Segundo Mori, o importante nessa técnica é o volume de soro, e não a força ou a pressão aplicada, que em excesso podem transformar a solução em problema. “Muita força pode fazer com que o soro vá parar no ouvido, que se comunica com o nariz pela tuba auditiva. Com o soro se encaminhando para lá, pode gerar muitos desconfortos, como a sensação de ouvido tampado e pior, pode até causar otite.”
A pressão em excesso também pode machucar o septo nasal e provocar sangramento. Por fim, se não houver força ou pressão demais, mas lavagem em excesso, o nariz pode acabar irritado. “A estrutura interna do nariz e sua defesa contra infecções dependem de algumas substâncias presentes nesse muco nasal. Então, a remoção excessiva delas pode ser prejudicial”, afirma Roithmann. Segundo ele, a quantidade ideal numa criança, por exemplo, é duas vezes ao dia: quando acorda e antes de dormir.
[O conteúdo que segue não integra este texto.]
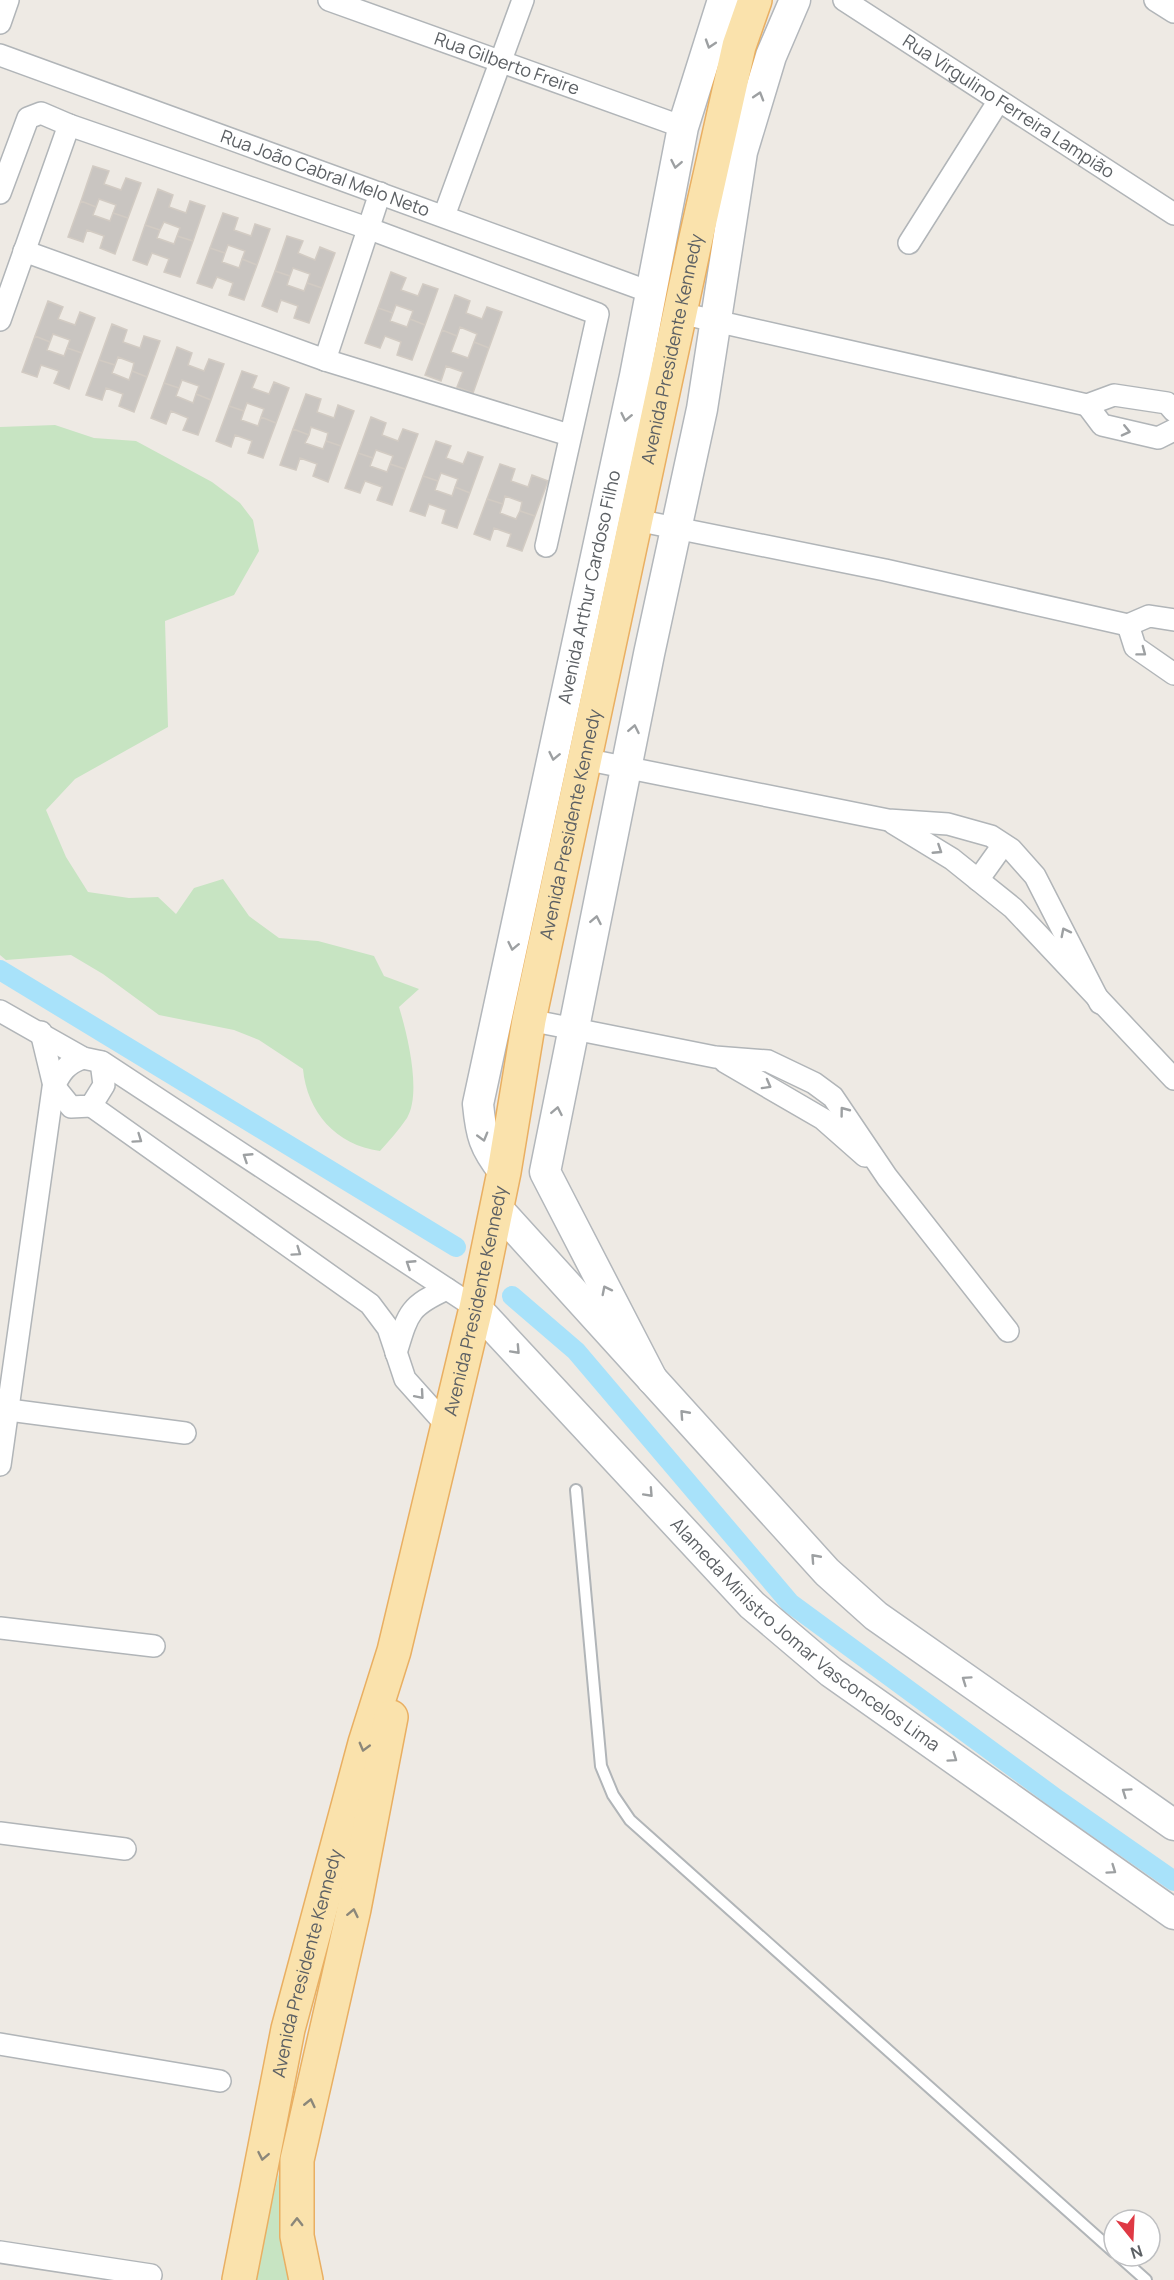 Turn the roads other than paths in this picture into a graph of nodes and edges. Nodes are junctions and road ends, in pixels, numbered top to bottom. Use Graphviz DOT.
graph roads {
  1 [pos="8,0"];
  2 [pos="329,0"];
  3 [pos="523,0"];
  4 [pos="723,0"];
  5 [pos="755,0"];
  6 [pos="795,0"];
  7 [pos="844,0"];
  8 [pos="1155,0"];
  9 [pos="1174,12"];
  10 [pos="0,23"];
  11 [pos="0,55"];
  12 [pos="502,60"];
  13 [pos="998,102"];
  14 [pos="69,125"];
  15 [pos="683,128"];
  16 [pos="0,193"];
  17 [pos="380,193"];
  18 [pos="1174,214"];
  19 [pos="444,216"];
  20 [pos="370,228"];
  21 [pos="662,241"];
  22 [pos="909,243"];
  23 [pos="694,247"];
  24 [pos="24,251"];
  25 [pos="650,292"];
  26 [pos="680,313"];
  27 [pos="0,320"];
  28 [pos="716,321"];
  29 [pos="325,360"];
  30 [pos="650,379"];
  31 [pos="1087,405"];
  32 [pos="1174,411"];
  33 [pos="1174,430"];
  34 [pos="569,435"];
  35 [pos="636,520"];
  36 [pos="676,528"];
  37 [pos="546,546"];
  38 [pos="1174,620"];
  39 [pos="1128,625"];
  40 [pos="1174,675"];
  41 [pos="585,759"];
  42 [pos="626,767"];
  43 [pos="888,820"];
  44 [pos="1003,845"];
  45 [pos="978,880"];
  46 [pos="1100,1003"];
  47 [pos="0,1011"];
  48 [pos="529,1020"];
  49 [pos="574,1029"];
  50 [pos="41,1032"];
  51 [pos="95,1061"];
  52 [pos="1174,1079"];
  53 [pos="54,1086"];
  54 [pos="80,1106"];
  55 [pos="47,1131"];
  56 [pos="504,1172"];
  57 [pos="496,1208"];
  58 [pos="447,1288"];
  59 [pos="476,1308"];
  60 [pos="1008,1330"];
  61 [pos="396,1353"];
  62 [pos="652,1379"];
  63 [pos="9,1410"];
  64 [pos="448,1427"];
  65 [pos="185,1433"];
  66 [pos="0,1464"];
  67 [pos="576,1490"];
  68 [pos="0,1628"];
  69 [pos="154,1646"];
  70 [pos="394,1651"];
  71 [pos="1174,1825"];
  72 [pos="0,1833"];
  73 [pos="125,1849"];
  74 [pos="1174,1914"];
  75 [pos="0,2044"];
  76 [pos="220,2081"];
  77 [pos="1102,2241"];
  78 [pos="0,2252"];
  79 [pos="1132,2268"];
  80 [pos="151,2275"];
  81 [pos="239,2280"];
  82 [pos="306,2280"];
  83 [pos="1146,2280"];
  1 -- 10 [label="street"];
  2 -- 12 [label="street, Rua Gilberto Freire"];
  3 -- 12 [label="street"];
  4 -- 15 [label="main road, Avenida Arthur Cardoso Filho, one-way"];
  5 -- 23 [label="main road, Avenida Presidente Kennedy"];
  28 -- 6 [label="main road, Avenida Presidente Kennedy, one-way"];
  7 -- 13 [label="street, Rua Virgulino Ferreira Lampião"];
  8 -- 9 [label="street"];
  11 -- 17 [label="street, Rua João Cabral Melo Neto"];
  12 -- 15 [label="street, Rua Gilberto Freire"];
  12 -- 19 [label="street"];
  13 -- 18 [label="street, Rua Virgulino Ferreira Lampião"];
  13 -- 22 [label="street"];
  14 -- 16 [label="street"];
  14 -- 20 [label="street"];
  14 -- 24 [label="street"];
  15 -- 21 [label="main road, Avenida Arthur Cardoso Filho, one-way"];
  17 -- 19 [label="street, Rua João Cabral Melo Neto"];
  17 -- 20 [label="street"];
  19 -- 25 [label="street, Rua João Cabral Melo Neto"];
  20 -- 29 [label="street"];
  20 -- 34 [label="street"];
  21 -- 23 [label="street"];
  21 -- 25 [label="main road, Avenida Arthur Cardoso Filho"];
  23 -- 26 [label="main road, Avenida Presidente Kennedy"];
  24 -- 27 [label="street"];
  24 -- 29 [label="street"];
  25 -- 30 [label="main road, Avenida Arthur Cardoso Filho"];
  26 -- 28 [label="street"];
  26 -- 30 [label="main road, Avenida Presidente Kennedy"];
  28 -- 31 [label="street"];
  28 -- 36 [label="main road, Avenida Presidente Kennedy"];
  29 -- 34 [label="street"];
  30 -- 35 [label="main road, Avenida Presidente Kennedy"];
  30 -- 56 [label="main road, Avenida Arthur Cardoso Filho, one-way"];
  31 -- 32 [label="street"];
  31 -- 33 [label="street, one-way"];
  34 -- 37 [label="street"];
  35 -- 36 [label="street"];
  35 -- 41 [label="main road, Avenida Presidente Kennedy"];
  36 -- 39 [label="street"];
  42 -- 36 [label="main road, Avenida Presidente Kennedy, one-way"];
  38 -- 39 [label="street"];
  39 -- 40 [label="street, one-way"];
  41 -- 42 [label="street"];
  41 -- 48 [label="main road, Avenida Presidente Kennedy"];
  42 -- 43 [label="street"];
  49 -- 42 [label="main road, Avenida Presidente Kennedy, one-way"];
  43 -- 44 [label="street"];
  43 -- 45 [label="street, one-way"];
  44 -- 45 [label="street"];
  46 -- 44 [label="street, one-way"];
  45 -- 46 [label="street"];
  46 -- 52 [label="street"];
  47 -- 50 [label="street"];
  48 -- 49 [label="street"];
  48 -- 56 [label="main road, Avenida Presidente Kennedy"];
  49 -- 60 [label="street"];
  62 -- 49 [label="main road, Avenida Presidente Kennedy, one-way"];
  50 -- 51 [label="street"];
  50 -- 53 [label="street"];
  51 -- 53 [label="street"];
  51 -- 54 [label="street"];
  58 -- 51 [label="street, one-way"];
  53 -- 54 [label="street"];
  53 -- 55 [label="street"];
  54 -- 55 [label="street"];
  54 -- 61 [label="street, one-way"];
  55 -- 63 [label="street"];
  56 -- 57 [label="main road, Avenida Presidente Kennedy"];
  57 -- 59 [label="main road, Avenida Presidente Kennedy"];
  57 -- 62 [label="main road"];
  58 -- 59 [label="street"];
  58 -- 61 [label="street"];
  59 -- 64 [label="main road, Avenida Presidente Kennedy"];
  59 -- 74 [label="main road, Alameda Ministro Jomar Vasconcelos Lima, one-way"];
  61 -- 64 [label="street, one-way"];
  71 -- 62 [label="main road, one-way"];
  63 -- 65 [label="street"];
  63 -- 66 [label="street"];
  64 -- 70 [label="main road, Avenida Presidente Kennedy"];
  67 -- 77 [label="lane"];
  68 -- 69 [label="street"];
  70 -- 81 [label="main road, Avenida Presidente Kennedy, one-way"];
  82 -- 70 [label="main road, Avenida Presidente Kennedy, one-way"];
  72 -- 73 [label="street"];
  75 -- 76 [label="street"];
  78 -- 80 [label="street"];
  79 -- 83 [label="lane"];
} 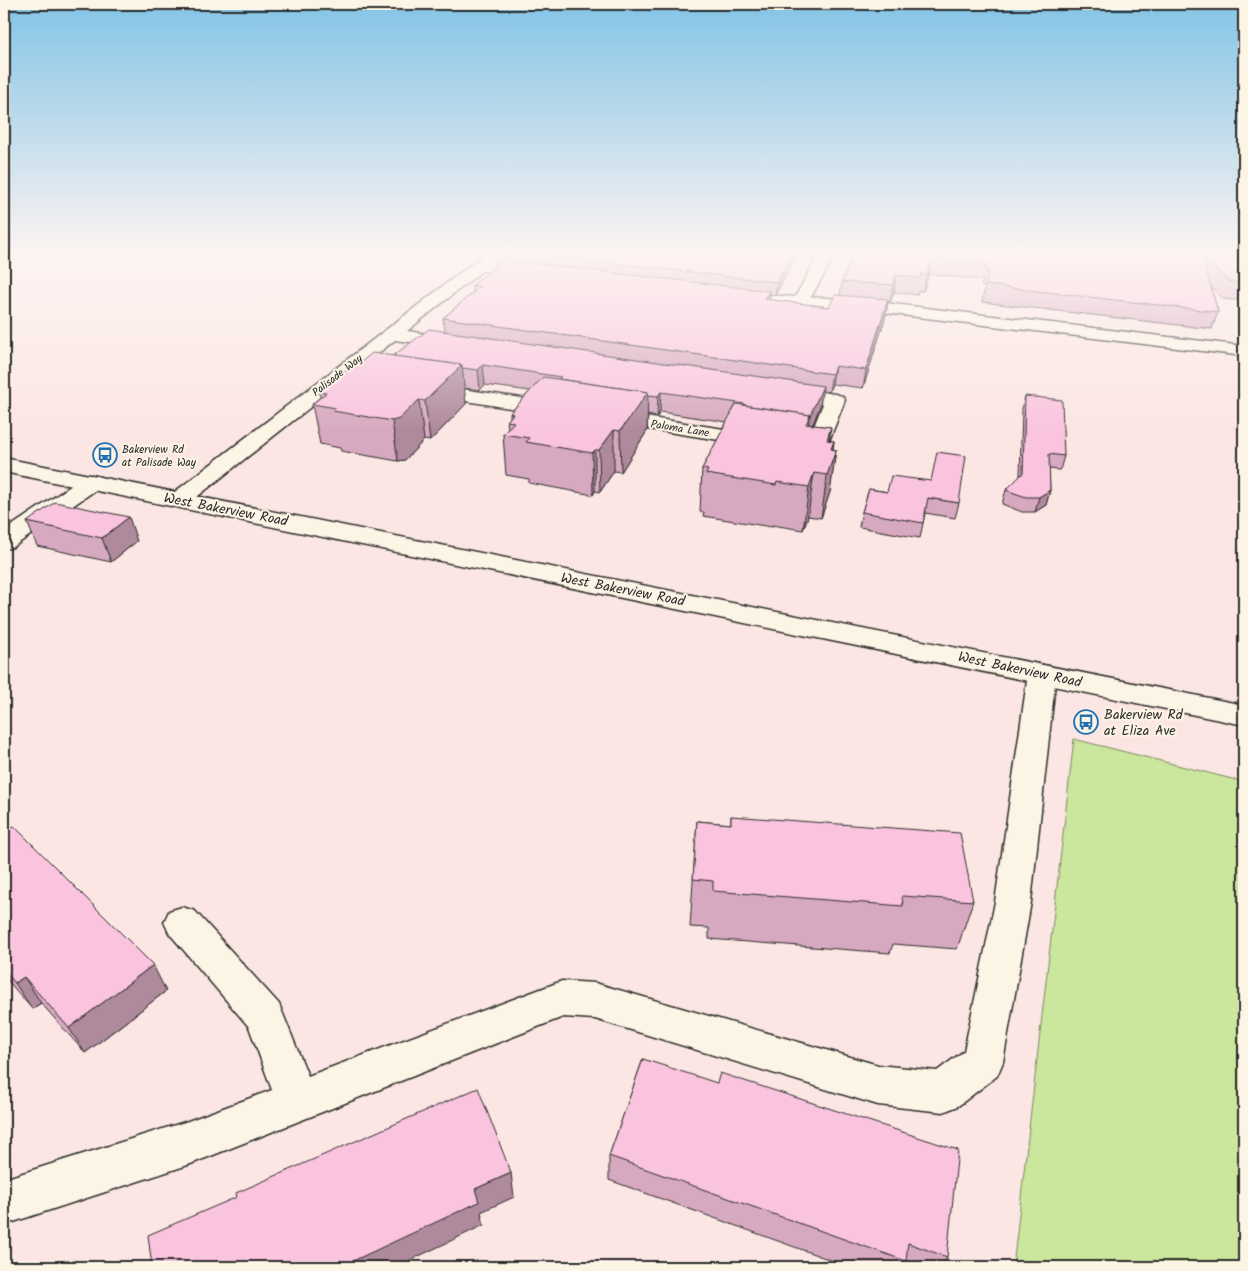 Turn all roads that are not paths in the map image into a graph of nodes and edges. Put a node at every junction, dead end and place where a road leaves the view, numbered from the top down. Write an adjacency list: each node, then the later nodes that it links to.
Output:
1 (419, 312): 3 (street, Palisade Way)
2 (929, 312): 5 (street)
3 (391, 334): 4 (street); 6 (street, Palisade Way)
4 (470, 346)
5 (1244, 351)
6 (336, 376): 7 (street); 14 (street, Palisade Way)
7 (366, 380)
8 (414, 388): 10 (street)
9 (766, 389): 11 (street, Paloma Lane)
10 (568, 411)
11 (597, 416)
12 (4, 465): 13 (street, West Bakerview Road)
13 (92, 482): 14 (street, West Bakerview Road); 15 (street)
14 (180, 500): 16 (street, West Bakerview Road)
15 (4, 542)
16 (1042, 674): 17 (street, West Bakerview Road); 19 (street)
17 (1243, 714)
18 (182, 922): 19 (street)
19 (296, 1101): 20 (street)
20 (4, 1202)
Roithmann afirma ainda que essa técnica pode ser usada em bebês, que costumam ter congestão nasal e excesso de muco dentro do nariz, “o que não é sinônimo de doença”. Nessa faixa etária, são usados tanto a lavagem nasal quanto dispositivos de sucção que retiram um pouco desse muco excessivo, já que bebês ainda não sabem expelir por conta própria essa secreção.
No caso dos bebês, o especialista recomenda também que, no caso de congestão nasal, deve-se amamentá-los na posição sentada, que ajuda a desinchar as estruturas nasais, explica Roithmann .
A posição também deve ser observada na hora de dormir em adultos e crianças com nariz congestionado. Recomenda-se que o travesseiro fique em posição mais elevada para ajudar a respiração e diminuir o desconforto.
Roithmann ressalta, por fim, que deve-se buscar a avaliação de médicos especializados caso esse problema respiratório seja frequente, persistente ou esteja afetando a rotina.